Would you set down every entry again, exactly as written?

Data listing
+ + +

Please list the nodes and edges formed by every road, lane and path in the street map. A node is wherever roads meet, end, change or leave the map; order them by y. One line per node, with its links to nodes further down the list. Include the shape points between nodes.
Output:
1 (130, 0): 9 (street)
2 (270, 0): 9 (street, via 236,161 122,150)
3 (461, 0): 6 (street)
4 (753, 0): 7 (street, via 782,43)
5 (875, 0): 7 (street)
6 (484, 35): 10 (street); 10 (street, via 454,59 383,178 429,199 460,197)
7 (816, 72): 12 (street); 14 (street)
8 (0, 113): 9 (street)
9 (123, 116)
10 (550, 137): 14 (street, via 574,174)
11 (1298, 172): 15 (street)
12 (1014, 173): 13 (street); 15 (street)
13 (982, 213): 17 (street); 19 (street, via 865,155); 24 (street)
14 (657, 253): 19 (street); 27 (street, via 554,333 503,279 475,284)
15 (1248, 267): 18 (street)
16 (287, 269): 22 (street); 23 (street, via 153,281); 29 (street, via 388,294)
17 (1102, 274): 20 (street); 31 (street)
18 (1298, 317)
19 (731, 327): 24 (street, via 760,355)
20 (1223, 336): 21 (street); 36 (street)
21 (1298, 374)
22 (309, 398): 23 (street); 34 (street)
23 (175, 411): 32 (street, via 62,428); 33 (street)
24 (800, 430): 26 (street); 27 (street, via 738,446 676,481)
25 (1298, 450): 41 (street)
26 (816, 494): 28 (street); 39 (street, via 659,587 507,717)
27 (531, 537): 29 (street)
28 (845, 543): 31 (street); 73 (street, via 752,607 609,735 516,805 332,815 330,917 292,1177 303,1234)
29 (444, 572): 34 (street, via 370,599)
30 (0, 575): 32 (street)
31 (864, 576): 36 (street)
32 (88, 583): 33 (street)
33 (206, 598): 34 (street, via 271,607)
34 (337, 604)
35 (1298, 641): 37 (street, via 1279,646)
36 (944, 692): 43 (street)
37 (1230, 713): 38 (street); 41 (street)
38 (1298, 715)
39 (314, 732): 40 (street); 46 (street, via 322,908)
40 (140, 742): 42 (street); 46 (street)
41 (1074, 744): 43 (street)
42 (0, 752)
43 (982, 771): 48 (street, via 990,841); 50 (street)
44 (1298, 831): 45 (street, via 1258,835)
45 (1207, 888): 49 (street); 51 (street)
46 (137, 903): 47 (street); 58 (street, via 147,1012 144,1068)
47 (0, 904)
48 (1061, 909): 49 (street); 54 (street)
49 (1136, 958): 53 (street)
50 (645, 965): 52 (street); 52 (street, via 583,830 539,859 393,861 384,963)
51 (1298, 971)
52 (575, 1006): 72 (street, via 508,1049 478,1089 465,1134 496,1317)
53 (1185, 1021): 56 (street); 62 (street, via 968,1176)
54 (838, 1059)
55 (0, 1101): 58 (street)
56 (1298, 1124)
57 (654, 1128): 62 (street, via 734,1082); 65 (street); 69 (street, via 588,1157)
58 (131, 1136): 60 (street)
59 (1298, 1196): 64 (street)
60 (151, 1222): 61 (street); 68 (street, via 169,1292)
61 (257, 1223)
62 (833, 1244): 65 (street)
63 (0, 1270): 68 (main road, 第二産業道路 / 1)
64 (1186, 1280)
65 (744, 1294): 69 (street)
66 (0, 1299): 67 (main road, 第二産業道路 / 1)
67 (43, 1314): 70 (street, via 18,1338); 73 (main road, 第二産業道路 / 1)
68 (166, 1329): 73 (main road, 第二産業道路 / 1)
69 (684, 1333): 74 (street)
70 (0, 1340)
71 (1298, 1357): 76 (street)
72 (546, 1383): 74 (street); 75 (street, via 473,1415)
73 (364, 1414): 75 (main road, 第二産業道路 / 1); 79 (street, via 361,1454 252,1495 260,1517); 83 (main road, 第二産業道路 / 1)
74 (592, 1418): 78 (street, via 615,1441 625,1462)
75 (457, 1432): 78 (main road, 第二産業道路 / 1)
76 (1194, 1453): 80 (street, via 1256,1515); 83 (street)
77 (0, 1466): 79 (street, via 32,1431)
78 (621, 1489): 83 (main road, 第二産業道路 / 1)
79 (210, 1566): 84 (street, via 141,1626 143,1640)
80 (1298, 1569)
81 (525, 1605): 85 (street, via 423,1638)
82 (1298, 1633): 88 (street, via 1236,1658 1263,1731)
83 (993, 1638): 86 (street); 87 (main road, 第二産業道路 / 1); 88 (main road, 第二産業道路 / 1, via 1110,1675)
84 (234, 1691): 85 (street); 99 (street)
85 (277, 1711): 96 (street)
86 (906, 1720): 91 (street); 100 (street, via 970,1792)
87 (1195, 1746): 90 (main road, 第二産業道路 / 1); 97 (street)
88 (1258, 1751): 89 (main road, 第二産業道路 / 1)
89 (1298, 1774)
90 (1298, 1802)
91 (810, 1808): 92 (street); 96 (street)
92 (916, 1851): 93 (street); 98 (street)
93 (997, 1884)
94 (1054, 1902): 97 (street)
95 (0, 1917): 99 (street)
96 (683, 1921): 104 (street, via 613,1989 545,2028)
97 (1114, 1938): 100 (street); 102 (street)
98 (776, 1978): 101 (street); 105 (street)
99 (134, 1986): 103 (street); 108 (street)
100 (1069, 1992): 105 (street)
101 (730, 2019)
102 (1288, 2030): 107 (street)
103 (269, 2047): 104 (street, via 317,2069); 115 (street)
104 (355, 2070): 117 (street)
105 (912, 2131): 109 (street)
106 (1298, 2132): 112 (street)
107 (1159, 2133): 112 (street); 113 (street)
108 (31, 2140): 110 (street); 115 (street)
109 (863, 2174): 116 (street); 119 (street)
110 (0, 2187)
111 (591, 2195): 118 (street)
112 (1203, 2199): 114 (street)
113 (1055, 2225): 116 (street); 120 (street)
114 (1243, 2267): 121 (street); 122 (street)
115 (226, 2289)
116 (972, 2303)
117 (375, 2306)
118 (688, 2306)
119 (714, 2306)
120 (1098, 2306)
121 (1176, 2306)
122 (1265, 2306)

+ + +

Answer area
Please list the nodes and edges formed by every road, lane and path in the street map. A node is wherever roads meet, end, change or leave the map; order them by y. One line per node, with its links to nodes further down the list. Include the shape points between nodes.
Output:
1 (130, 0): 9 (street)
2 (270, 0): 9 (street, via 236,161 122,150)
3 (461, 0): 6 (street)
4 (753, 0): 7 (street, via 782,43)
5 (875, 0): 7 (street)
6 (484, 35): 10 (street); 10 (street, via 454,59 383,178 429,199 460,197)
7 (816, 72): 12 (street); 14 (street)
8 (0, 113): 9 (street)
9 (123, 116)
10 (550, 137): 14 (street, via 574,174)
11 (1298, 172): 15 (street)
12 (1014, 173): 13 (street); 15 (street)
13 (982, 213): 17 (street); 19 (street, via 865,155); 24 (street)
14 (657, 253): 19 (street); 27 (street, via 554,333 503,279 475,284)
15 (1248, 267): 18 (street)
16 (287, 269): 22 (street); 23 (street, via 153,281); 29 (street, via 388,294)
17 (1102, 274): 20 (street); 31 (street)
18 (1298, 317)
19 (731, 327): 24 (street, via 760,355)
20 (1223, 336): 21 (street); 36 (street)
21 (1298, 374)
22 (309, 398): 23 (street); 34 (street)
23 (175, 411): 32 (street, via 62,428); 33 (street)
24 (800, 430): 26 (street); 27 (street, via 738,446 676,481)
25 (1298, 450): 41 (street)
26 (816, 494): 28 (street); 39 (street, via 659,587 507,717)
27 (531, 537): 29 (street)
28 (845, 543): 31 (street); 73 (street, via 752,607 609,735 516,805 332,815 330,917 292,1177 303,1234)
29 (444, 572): 34 (street, via 370,599)
30 (0, 575): 32 (street)
31 (864, 576): 36 (street)
32 (88, 583): 33 (street)
33 (206, 598): 34 (street, via 271,607)
34 (337, 604)
35 (1298, 641): 37 (street, via 1279,646)
36 (944, 692): 43 (street)
37 (1230, 713): 38 (street); 41 (street)
38 (1298, 715)
39 (314, 732): 40 (street); 46 (street, via 322,908)
40 (140, 742): 42 (street); 46 (street)
41 (1074, 744): 43 (street)
42 (0, 752)
43 (982, 771): 48 (street, via 990,841); 50 (street)
44 (1298, 831): 45 (street, via 1258,835)
45 (1207, 888): 49 (street); 51 (street)
46 (137, 903): 47 (street); 58 (street, via 147,1012 144,1068)
47 (0, 904)
48 (1061, 909): 49 (street); 54 (street)
49 (1136, 958): 53 (street)
50 (645, 965): 52 (street); 52 (street, via 583,830 539,859 393,861 384,963)
51 (1298, 971)
52 (575, 1006): 72 (street, via 508,1049 478,1089 465,1134 496,1317)
53 (1185, 1021): 56 (street); 62 (street, via 968,1176)
54 (838, 1059)
55 (0, 1101): 58 (street)
56 (1298, 1124)
57 (654, 1128): 62 (street, via 734,1082); 65 (street); 69 (street, via 588,1157)
58 (131, 1136): 60 (street)
59 (1298, 1196): 64 (street)
60 (151, 1222): 61 (street); 68 (street, via 169,1292)
61 (257, 1223)
62 (833, 1244): 65 (street)
63 (0, 1270): 68 (main road, 第二産業道路 / 1)
64 (1186, 1280)
65 (744, 1294): 69 (street)
66 (0, 1299): 67 (main road, 第二産業道路 / 1)
67 (43, 1314): 70 (street, via 18,1338); 73 (main road, 第二産業道路 / 1)
68 (166, 1329): 73 (main road, 第二産業道路 / 1)
69 (684, 1333): 74 (street)
70 (0, 1340)
71 (1298, 1357): 76 (street)
72 (546, 1383): 74 (street); 75 (street, via 473,1415)
73 (364, 1414): 75 (main road, 第二産業道路 / 1); 79 (street, via 361,1454 252,1495 260,1517); 83 (main road, 第二産業道路 / 1)
74 (592, 1418): 78 (street, via 615,1441 625,1462)
75 (457, 1432): 78 (main road, 第二産業道路 / 1)
76 (1194, 1453): 80 (street, via 1256,1515); 83 (street)
77 (0, 1466): 79 (street, via 32,1431)
78 (621, 1489): 83 (main road, 第二産業道路 / 1)
79 (210, 1566): 84 (street, via 141,1626 143,1640)
80 (1298, 1569)
81 (525, 1605): 85 (street, via 423,1638)
82 (1298, 1633): 88 (street, via 1236,1658 1263,1731)
83 (993, 1638): 86 (street); 87 (main road, 第二産業道路 / 1); 88 (main road, 第二産業道路 / 1, via 1110,1675)
84 (234, 1691): 85 (street); 99 (street)
85 (277, 1711): 96 (street)
86 (906, 1720): 91 (street); 100 (street, via 970,1792)
87 (1195, 1746): 90 (main road, 第二産業道路 / 1); 97 (street)
88 (1258, 1751): 89 (main road, 第二産業道路 / 1)
89 (1298, 1774)
90 (1298, 1802)
91 (810, 1808): 92 (street); 96 (street)
92 (916, 1851): 93 (street); 98 (street)
93 (997, 1884)
94 (1054, 1902): 97 (street)
95 (0, 1917): 99 (street)
96 (683, 1921): 104 (street, via 613,1989 545,2028)
97 (1114, 1938): 100 (street); 102 (street)
98 (776, 1978): 101 (street); 105 (street)
99 (134, 1986): 103 (street); 108 (street)
100 (1069, 1992): 105 (street)
101 (730, 2019)
102 (1288, 2030): 107 (street)
103 (269, 2047): 104 (street, via 317,2069); 115 (street)
104 (355, 2070): 117 (street)
105 (912, 2131): 109 (street)
106 (1298, 2132): 112 (street)
107 (1159, 2133): 112 (street); 113 (street)
108 (31, 2140): 110 (street); 115 (street)
109 (863, 2174): 116 (street); 119 (street)
110 (0, 2187)
111 (591, 2195): 118 (street)
112 (1203, 2199): 114 (street)
113 (1055, 2225): 116 (street); 120 (street)
114 (1243, 2267): 121 (street); 122 (street)
115 (226, 2289)
116 (972, 2303)
117 (375, 2306)
118 (688, 2306)
119 (714, 2306)
120 (1098, 2306)
121 (1176, 2306)
122 (1265, 2306)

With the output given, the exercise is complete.